**WHAT YOU ARE ASKED TO DO**
Make a verbatim copy of all the records. Skip every image.

**SUPPLIED RECORDS**
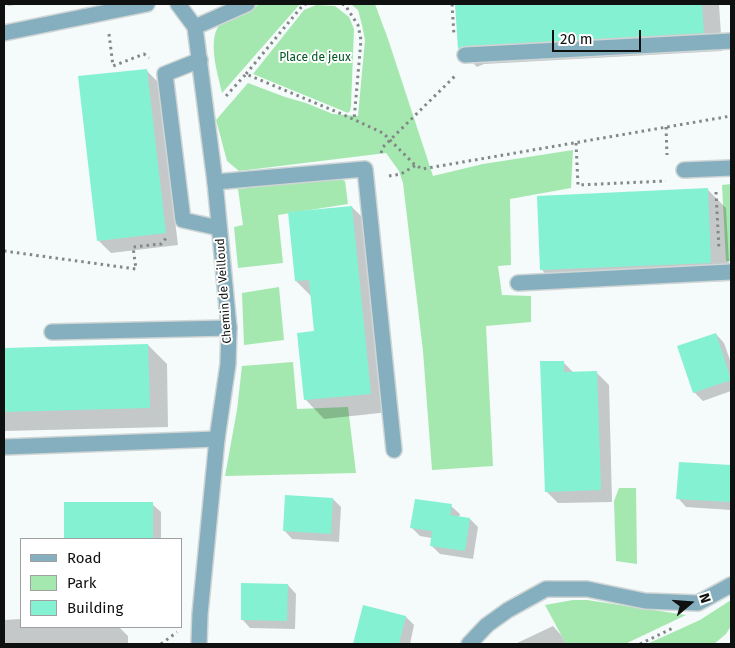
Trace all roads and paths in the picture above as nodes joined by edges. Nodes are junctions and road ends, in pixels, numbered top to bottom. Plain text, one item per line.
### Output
1 (147, 4) edge
2 (178, 4) edge
3 (247, 4) edge
4 (306, 4) edge
5 (342, 4) edge
6 (452, 4) edge
7 (195, 27) junction
8 (108, 30) dead end
9 (454, 32) dead end
10 (4, 33) edge
11 (731, 41) edge
12 (465, 55) joint
13 (200, 60) junction
14 (164, 74) junction
15 (246, 74) junction
16 (731, 116) edge
17 (207, 120) junction
18 (354, 120) junction
19 (390, 140) junction
20 (576, 143) junction
21 (381, 154) dead end
22 (416, 165) junction
23 (731, 168) edge
24 (714, 169) junction
25 (684, 170) joint
26 (401, 174) dead end
27 (215, 182) junction
28 (183, 220) junction
29 (219, 228) junction
30 (4, 251) edge
31 (726, 273) edge
32 (518, 283) dead end
33 (229, 328) junction
34 (52, 332) dead end
35 (217, 439) junction
36 (4, 447) edge
37 (394, 450) dead end
38 (731, 585) edge
39 (179, 630) dead end
40 (161, 644) edge
41 (199, 644) edge
42 (469, 644) edge

1 - 10 street
2 - 7 street, Chemin de Veilloud
3 - 7 street
4 - 15 path
5 - 18 path
6 - 9 path
7 - 13 street, Chemin de Veilloud
8 - 14 path
11 - 12 street
12 - 19 path
13 - 14 street
13 - 17 street, Chemin de Veilloud
14 - 28 street
15 - 17 path
15 - 18 path
16 - 20 path
17 - 27 street, Chemin de Veilloud
18 - 19 path
19 - 21 path
19 - 22 path
20 - 22 path
20 - 25 path
22 - 26 path
23 - 24 street
24 - 25 street
24 - 31 path
27 - 29 street, Chemin de Veilloud
27 - 37 street
28 - 29 street
28 - 30 path
29 - 33 street, Chemin de Veilloud
31 - 32 street
33 - 34 street
33 - 35 street, Chemin de Veilloud
35 - 36 street
35 - 41 street, Chemin de Veilloud
38 - 42 street
39 - 40 path

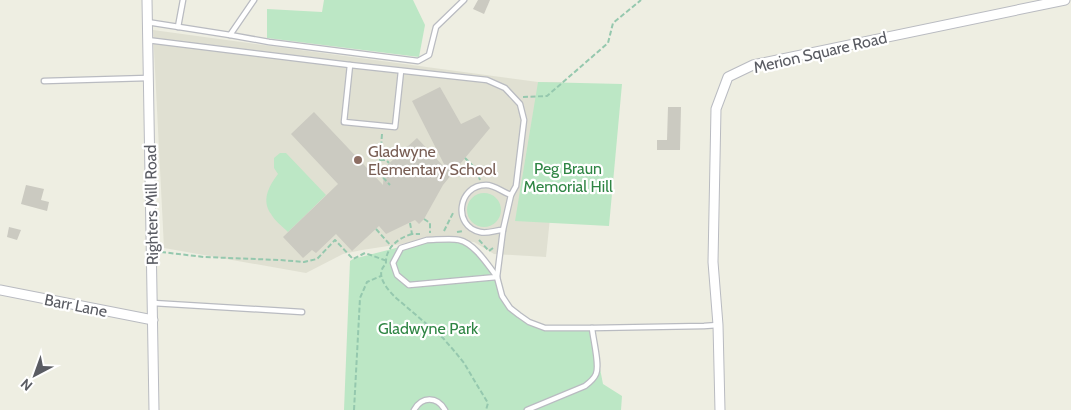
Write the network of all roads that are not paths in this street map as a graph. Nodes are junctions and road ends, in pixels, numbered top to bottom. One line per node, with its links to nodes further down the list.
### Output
1 (146, 0): 6 (street, Righters Mill Road)
2 (183, 0): 7 (lane)
3 (254, 0): 8 (lane)
4 (464, 0): 8 (lane)
5 (1065, 0): 21 (street, Merion Square Road)
6 (147, 22): 7 (lane); 9 (street, Righters Mill Road)
7 (178, 27): 8 (lane)
8 (230, 35)
9 (148, 40): 10 (lane); 12 (street, Righters Mill Road)
10 (350, 65): 11 (lane); 11 (lane)
11 (401, 71): 14 (lane)
12 (148, 78): 13 (lane); 18 (street, Righters Mill Road)
13 (44, 81)
14 (511, 196): 15 (lane); 15 (lane)
15 (503, 230): 16 (lane)
16 (497, 277): 16 (lane); 22 (lane)
17 (0, 290): 20 (street, Barr Lane)
18 (153, 303): 19 (lane); 20 (street, Righters Mill Road)
19 (302, 312)
20 (152, 320): 23 (street, Righters Mill Road)
21 (718, 325): 22 (lane); 27 (street, Merion Square Road)
22 (592, 328): 26 (lane)
23 (154, 410)
24 (414, 410): 25 (lane)
25 (445, 410)
26 (527, 410)
27 (720, 410)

**WORKED SOLUTION**
Trace all roads and paths in the picture above as nodes joined by edges. Nodes are junctions and road ends, in pixels, numbered top to bottom. Plain text, one item per line.
### Output
1 (147, 4) edge
2 (178, 4) edge
3 (247, 4) edge
4 (306, 4) edge
5 (342, 4) edge
6 (452, 4) edge
7 (195, 27) junction
8 (108, 30) dead end
9 (454, 32) dead end
10 (4, 33) edge
11 (731, 41) edge
12 (465, 55) joint
13 (200, 60) junction
14 (164, 74) junction
15 (246, 74) junction
16 (731, 116) edge
17 (207, 120) junction
18 (354, 120) junction
19 (390, 140) junction
20 (576, 143) junction
21 (381, 154) dead end
22 (416, 165) junction
23 (731, 168) edge
24 (714, 169) junction
25 (684, 170) joint
26 (401, 174) dead end
27 (215, 182) junction
28 (183, 220) junction
29 (219, 228) junction
30 (4, 251) edge
31 (726, 273) edge
32 (518, 283) dead end
33 (229, 328) junction
34 (52, 332) dead end
35 (217, 439) junction
36 (4, 447) edge
37 (394, 450) dead end
38 (731, 585) edge
39 (179, 630) dead end
40 (161, 644) edge
41 (199, 644) edge
42 (469, 644) edge

1 - 10 street
2 - 7 street, Chemin de Veilloud
3 - 7 street
4 - 15 path
5 - 18 path
6 - 9 path
7 - 13 street, Chemin de Veilloud
8 - 14 path
11 - 12 street
12 - 19 path
13 - 14 street
13 - 17 street, Chemin de Veilloud
14 - 28 street
15 - 17 path
15 - 18 path
16 - 20 path
17 - 27 street, Chemin de Veilloud
18 - 19 path
19 - 21 path
19 - 22 path
20 - 22 path
20 - 25 path
22 - 26 path
23 - 24 street
24 - 25 street
24 - 31 path
27 - 29 street, Chemin de Veilloud
27 - 37 street
28 - 29 street
28 - 30 path
29 - 33 street, Chemin de Veilloud
31 - 32 street
33 - 34 street
33 - 35 street, Chemin de Veilloud
35 - 36 street
35 - 41 street, Chemin de Veilloud
38 - 42 street
39 - 40 path

Write the network of all roads that are not paths in this street map as a graph. Nodes are junctions and road ends, in pixels, numbered top to bottom. One line per node, with its links to nodes further down the list.
### Output
1 (146, 0): 6 (street, Righters Mill Road)
2 (183, 0): 7 (lane)
3 (254, 0): 8 (lane)
4 (464, 0): 8 (lane)
5 (1065, 0): 21 (street, Merion Square Road)
6 (147, 22): 7 (lane); 9 (street, Righters Mill Road)
7 (178, 27): 8 (lane)
8 (230, 35)
9 (148, 40): 10 (lane); 12 (street, Righters Mill Road)
10 (350, 65): 11 (lane); 11 (lane)
11 (401, 71): 14 (lane)
12 (148, 78): 13 (lane); 18 (street, Righters Mill Road)
13 (44, 81)
14 (511, 196): 15 (lane); 15 (lane)
15 (503, 230): 16 (lane)
16 (497, 277): 16 (lane); 22 (lane)
17 (0, 290): 20 (street, Barr Lane)
18 (153, 303): 19 (lane); 20 (street, Righters Mill Road)
19 (302, 312)
20 (152, 320): 23 (street, Righters Mill Road)
21 (718, 325): 22 (lane); 27 (street, Merion Square Road)
22 (592, 328): 26 (lane)
23 (154, 410)
24 (414, 410): 25 (lane)
25 (445, 410)
26 (527, 410)
27 (720, 410)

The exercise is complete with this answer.